- [WORK TO BE COMPLETED] From the records below, copy every line that contains the word "arct".

- [RECORDS FOR THIS EXERCISE]

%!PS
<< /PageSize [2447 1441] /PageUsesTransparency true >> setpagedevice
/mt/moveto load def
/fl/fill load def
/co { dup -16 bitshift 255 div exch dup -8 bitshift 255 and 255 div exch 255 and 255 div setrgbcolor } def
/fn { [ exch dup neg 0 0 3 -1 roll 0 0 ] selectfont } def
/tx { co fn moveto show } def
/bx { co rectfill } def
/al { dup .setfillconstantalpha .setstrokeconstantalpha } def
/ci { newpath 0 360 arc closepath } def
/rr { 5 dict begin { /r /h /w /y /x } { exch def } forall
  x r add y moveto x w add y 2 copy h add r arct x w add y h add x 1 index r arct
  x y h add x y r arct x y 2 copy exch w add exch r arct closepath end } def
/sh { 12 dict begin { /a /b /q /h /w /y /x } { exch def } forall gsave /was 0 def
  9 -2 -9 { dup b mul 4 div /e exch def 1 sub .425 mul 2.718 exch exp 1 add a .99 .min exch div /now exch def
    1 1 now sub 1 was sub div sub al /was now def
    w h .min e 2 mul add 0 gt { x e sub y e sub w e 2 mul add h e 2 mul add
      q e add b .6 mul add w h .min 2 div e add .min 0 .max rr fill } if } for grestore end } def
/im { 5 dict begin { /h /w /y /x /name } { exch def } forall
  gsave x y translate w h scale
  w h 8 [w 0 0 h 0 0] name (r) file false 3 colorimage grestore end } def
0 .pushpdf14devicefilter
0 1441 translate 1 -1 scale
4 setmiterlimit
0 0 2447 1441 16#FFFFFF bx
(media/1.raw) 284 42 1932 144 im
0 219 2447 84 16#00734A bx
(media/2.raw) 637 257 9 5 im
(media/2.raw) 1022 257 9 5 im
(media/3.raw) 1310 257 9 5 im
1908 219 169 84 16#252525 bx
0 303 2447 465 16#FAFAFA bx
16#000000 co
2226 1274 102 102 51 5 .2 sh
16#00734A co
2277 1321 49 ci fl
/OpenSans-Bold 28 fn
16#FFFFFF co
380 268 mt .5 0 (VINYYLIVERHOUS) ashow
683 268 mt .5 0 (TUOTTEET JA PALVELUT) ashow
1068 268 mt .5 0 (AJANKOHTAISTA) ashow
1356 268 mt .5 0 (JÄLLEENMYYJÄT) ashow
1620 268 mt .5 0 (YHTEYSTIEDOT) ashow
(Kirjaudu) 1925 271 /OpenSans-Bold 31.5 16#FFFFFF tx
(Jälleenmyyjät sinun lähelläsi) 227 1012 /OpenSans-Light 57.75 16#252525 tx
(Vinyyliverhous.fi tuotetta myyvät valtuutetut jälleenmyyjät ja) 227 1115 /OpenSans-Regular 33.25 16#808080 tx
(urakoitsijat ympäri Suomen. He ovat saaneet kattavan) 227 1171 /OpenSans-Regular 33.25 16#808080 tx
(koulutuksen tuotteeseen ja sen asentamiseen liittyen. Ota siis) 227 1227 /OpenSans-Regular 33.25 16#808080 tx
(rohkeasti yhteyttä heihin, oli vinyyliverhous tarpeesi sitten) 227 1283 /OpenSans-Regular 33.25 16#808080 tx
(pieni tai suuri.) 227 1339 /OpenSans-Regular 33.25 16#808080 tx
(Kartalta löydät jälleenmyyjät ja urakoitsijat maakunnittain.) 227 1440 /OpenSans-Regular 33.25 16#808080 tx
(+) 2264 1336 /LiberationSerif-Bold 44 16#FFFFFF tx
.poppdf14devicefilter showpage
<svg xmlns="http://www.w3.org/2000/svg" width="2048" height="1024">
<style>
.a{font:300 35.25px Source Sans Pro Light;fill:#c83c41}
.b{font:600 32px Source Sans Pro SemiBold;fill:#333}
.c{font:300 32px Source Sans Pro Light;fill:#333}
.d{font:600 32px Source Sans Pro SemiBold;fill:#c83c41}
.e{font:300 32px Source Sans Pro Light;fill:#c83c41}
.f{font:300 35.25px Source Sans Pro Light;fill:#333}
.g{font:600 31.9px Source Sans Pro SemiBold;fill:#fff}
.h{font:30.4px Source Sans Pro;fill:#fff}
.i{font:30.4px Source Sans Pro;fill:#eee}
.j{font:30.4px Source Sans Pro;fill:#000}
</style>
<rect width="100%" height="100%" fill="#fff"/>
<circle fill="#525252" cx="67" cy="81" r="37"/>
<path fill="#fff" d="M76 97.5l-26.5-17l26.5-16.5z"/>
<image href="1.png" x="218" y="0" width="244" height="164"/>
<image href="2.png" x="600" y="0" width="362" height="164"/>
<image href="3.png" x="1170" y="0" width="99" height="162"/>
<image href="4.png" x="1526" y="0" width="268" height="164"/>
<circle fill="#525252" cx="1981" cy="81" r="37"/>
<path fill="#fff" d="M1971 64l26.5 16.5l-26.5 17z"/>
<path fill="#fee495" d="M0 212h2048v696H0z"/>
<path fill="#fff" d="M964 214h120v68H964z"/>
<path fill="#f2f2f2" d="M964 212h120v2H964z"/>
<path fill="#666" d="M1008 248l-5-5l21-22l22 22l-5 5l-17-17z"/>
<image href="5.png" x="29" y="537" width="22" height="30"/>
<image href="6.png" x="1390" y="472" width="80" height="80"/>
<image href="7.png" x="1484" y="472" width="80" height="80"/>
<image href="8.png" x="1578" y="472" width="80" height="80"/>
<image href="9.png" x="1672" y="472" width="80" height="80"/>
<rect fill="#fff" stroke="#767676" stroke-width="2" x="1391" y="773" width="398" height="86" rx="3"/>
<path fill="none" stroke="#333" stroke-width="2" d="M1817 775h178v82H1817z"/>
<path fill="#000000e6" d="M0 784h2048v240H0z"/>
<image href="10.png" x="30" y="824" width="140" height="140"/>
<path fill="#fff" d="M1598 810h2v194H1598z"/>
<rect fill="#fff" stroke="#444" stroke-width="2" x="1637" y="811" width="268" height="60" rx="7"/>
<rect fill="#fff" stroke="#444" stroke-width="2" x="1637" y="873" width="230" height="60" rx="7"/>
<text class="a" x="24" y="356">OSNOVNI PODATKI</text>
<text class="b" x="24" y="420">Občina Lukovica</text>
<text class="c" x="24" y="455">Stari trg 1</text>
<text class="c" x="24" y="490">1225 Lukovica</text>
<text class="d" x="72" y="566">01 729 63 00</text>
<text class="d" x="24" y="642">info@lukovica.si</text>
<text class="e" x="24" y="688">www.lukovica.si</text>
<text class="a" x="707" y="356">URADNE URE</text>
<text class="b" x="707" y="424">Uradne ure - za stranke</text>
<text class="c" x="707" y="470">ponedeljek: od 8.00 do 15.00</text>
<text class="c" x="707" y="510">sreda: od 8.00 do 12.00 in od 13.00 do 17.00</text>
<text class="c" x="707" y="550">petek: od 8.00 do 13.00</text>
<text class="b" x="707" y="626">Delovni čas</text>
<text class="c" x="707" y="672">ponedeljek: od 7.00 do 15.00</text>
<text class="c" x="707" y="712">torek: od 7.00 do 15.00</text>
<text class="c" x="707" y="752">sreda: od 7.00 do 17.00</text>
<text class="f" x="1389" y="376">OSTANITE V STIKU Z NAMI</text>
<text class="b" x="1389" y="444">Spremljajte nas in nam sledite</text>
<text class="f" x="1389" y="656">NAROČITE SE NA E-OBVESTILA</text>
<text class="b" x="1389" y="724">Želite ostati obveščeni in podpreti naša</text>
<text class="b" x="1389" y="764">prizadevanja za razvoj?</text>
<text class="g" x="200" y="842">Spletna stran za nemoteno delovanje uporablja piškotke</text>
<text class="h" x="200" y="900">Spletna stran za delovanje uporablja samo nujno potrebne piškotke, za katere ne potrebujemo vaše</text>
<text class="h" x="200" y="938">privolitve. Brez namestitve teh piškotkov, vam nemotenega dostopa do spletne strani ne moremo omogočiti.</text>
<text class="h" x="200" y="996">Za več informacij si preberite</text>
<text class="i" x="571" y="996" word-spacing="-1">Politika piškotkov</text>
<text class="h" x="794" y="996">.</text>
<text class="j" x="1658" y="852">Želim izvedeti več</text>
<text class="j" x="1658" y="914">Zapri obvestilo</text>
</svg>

- [ANSWER TO THE PROBLEM]
  x r add y moveto x w add y 2 copy h add r arct x w add y h add x 1 index r arct
  x y h add x y r arct x y 2 copy exch w add exch r arct closepath end } def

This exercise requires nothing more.